What is required >> For this exercise, write out every entry exactly and leave the pictures out.

::::::

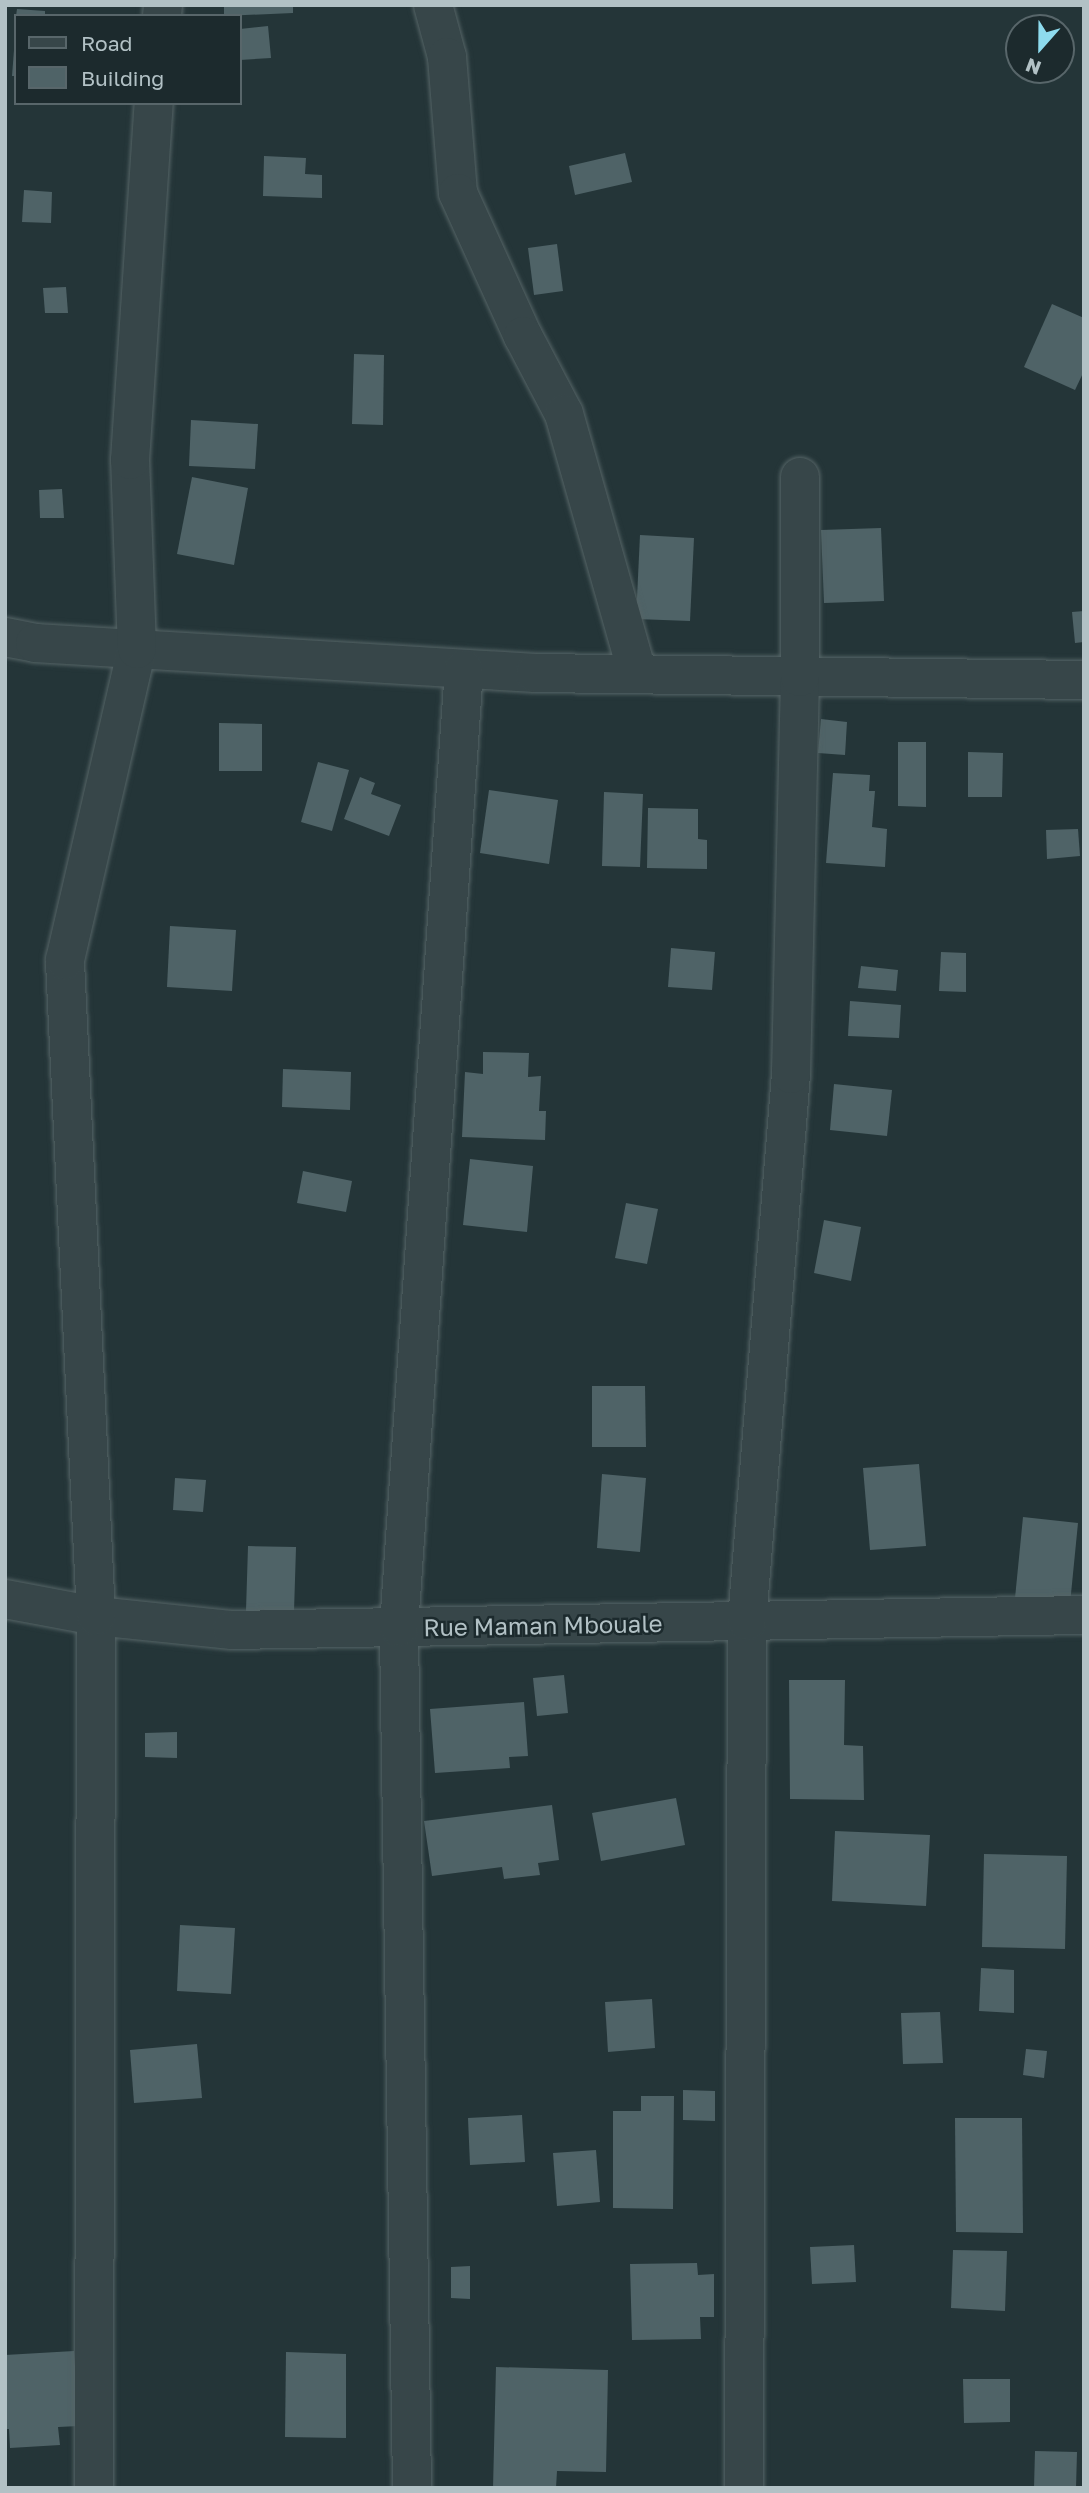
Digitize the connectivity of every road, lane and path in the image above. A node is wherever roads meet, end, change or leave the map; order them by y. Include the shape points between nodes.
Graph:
1 (433, 5) edge
2 (154, 105) edge
3 (800, 477) dead end
4 (5, 637) edge
5 (136, 649) junction
6 (464, 669) junction
7 (637, 672) junction
8 (800, 677) junction
9 (1084, 680) edge
10 (5, 1599) edge
11 (1084, 1615) edge
12 (96, 1616) junction
13 (747, 1621) junction
14 (399, 1627) junction
15 (94, 2488) edge
16 (412, 2488) edge
17 (744, 2488) edge

1 - 7 street via 447,57 458,193 523,337 564,414
2 - 5 street via 130,460
3 - 8 street
4 - 5 street
5 - 6 street
5 - 12 street via 65,960
6 - 7 street
6 - 14 street
7 - 8 street
8 - 9 street
8 - 13 street via 791,1074
10 - 12 street, Rue Maman Mbouale
11 - 13 street, Rue Maman Mbouale
12 - 14 street, Rue Maman Mbouale via 232,1630
12 - 15 street
13 - 14 street, Rue Maman Mbouale
13 - 17 street
14 - 16 street

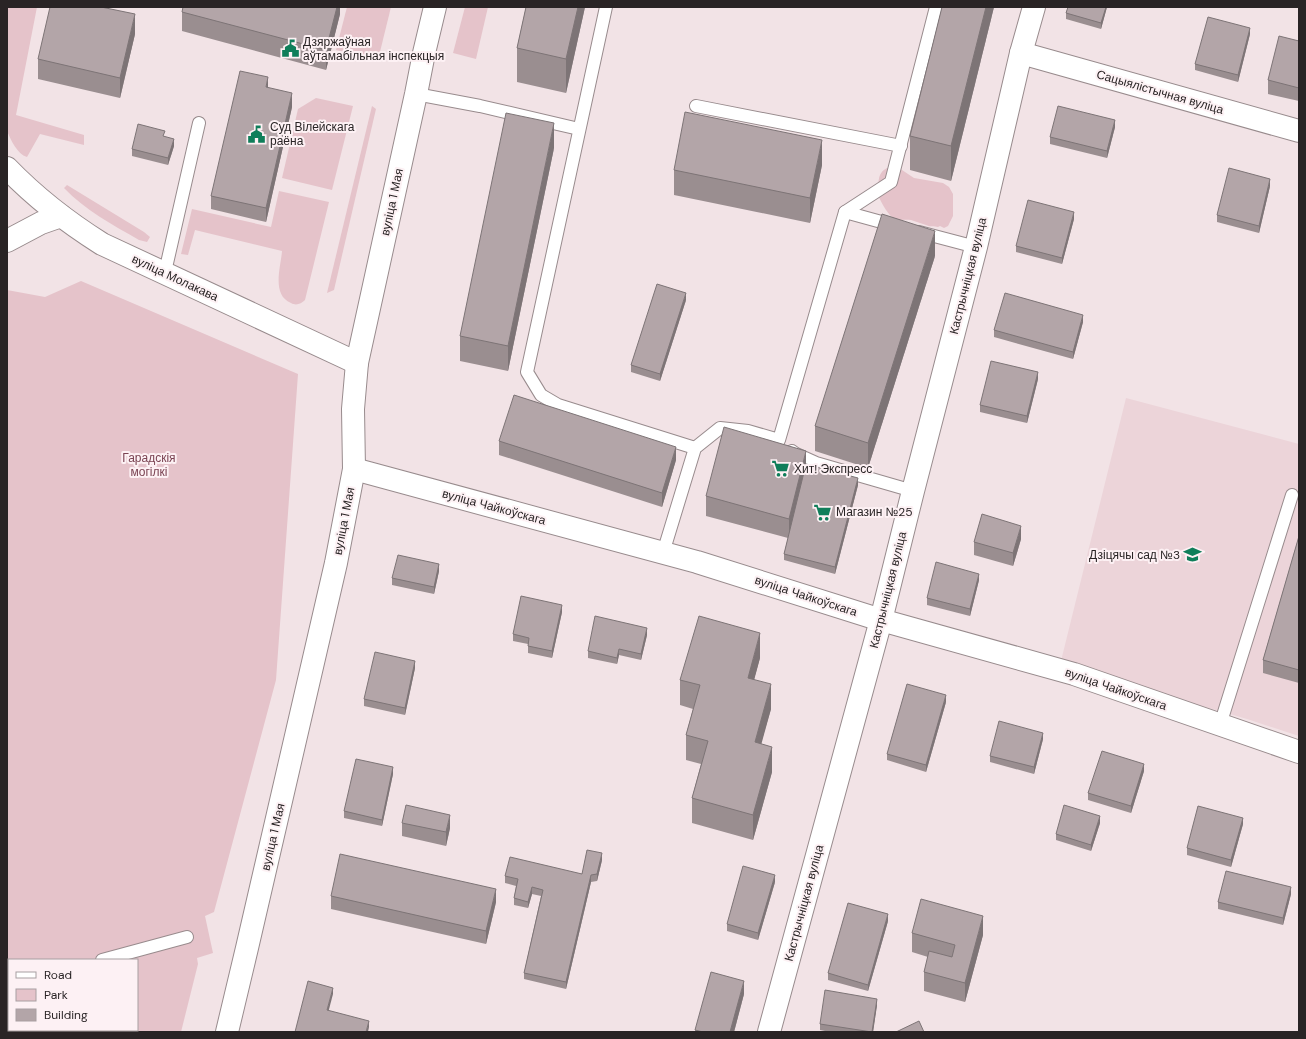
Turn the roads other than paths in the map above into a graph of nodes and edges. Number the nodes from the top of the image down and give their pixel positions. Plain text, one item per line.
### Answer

::::::

Result for this exercise >>
Digitize the connectivity of every road, lane and path in the image above. A node is wherever roads meet, end, change or leave the map; order them by y. Include the shape points between nodes.
Graph:
1 (433, 5) edge
2 (154, 105) edge
3 (800, 477) dead end
4 (5, 637) edge
5 (136, 649) junction
6 (464, 669) junction
7 (637, 672) junction
8 (800, 677) junction
9 (1084, 680) edge
10 (5, 1599) edge
11 (1084, 1615) edge
12 (96, 1616) junction
13 (747, 1621) junction
14 (399, 1627) junction
15 (94, 2488) edge
16 (412, 2488) edge
17 (744, 2488) edge

1 - 7 street via 447,57 458,193 523,337 564,414
2 - 5 street via 130,460
3 - 8 street
4 - 5 street
5 - 6 street
5 - 12 street via 65,960
6 - 7 street
6 - 14 street
7 - 8 street
8 - 9 street
8 - 13 street via 791,1074
10 - 12 street, Rue Maman Mbouale
11 - 13 street, Rue Maman Mbouale
12 - 14 street, Rue Maman Mbouale via 232,1630
12 - 15 street
13 - 14 street, Rue Maman Mbouale
13 - 17 street
14 - 16 street

Turn the roads other than paths in the map above into a graph of nodes and edges. Number the nodes from the top of the image down and give their pixel positions. Plain text, one item per line.
### Answer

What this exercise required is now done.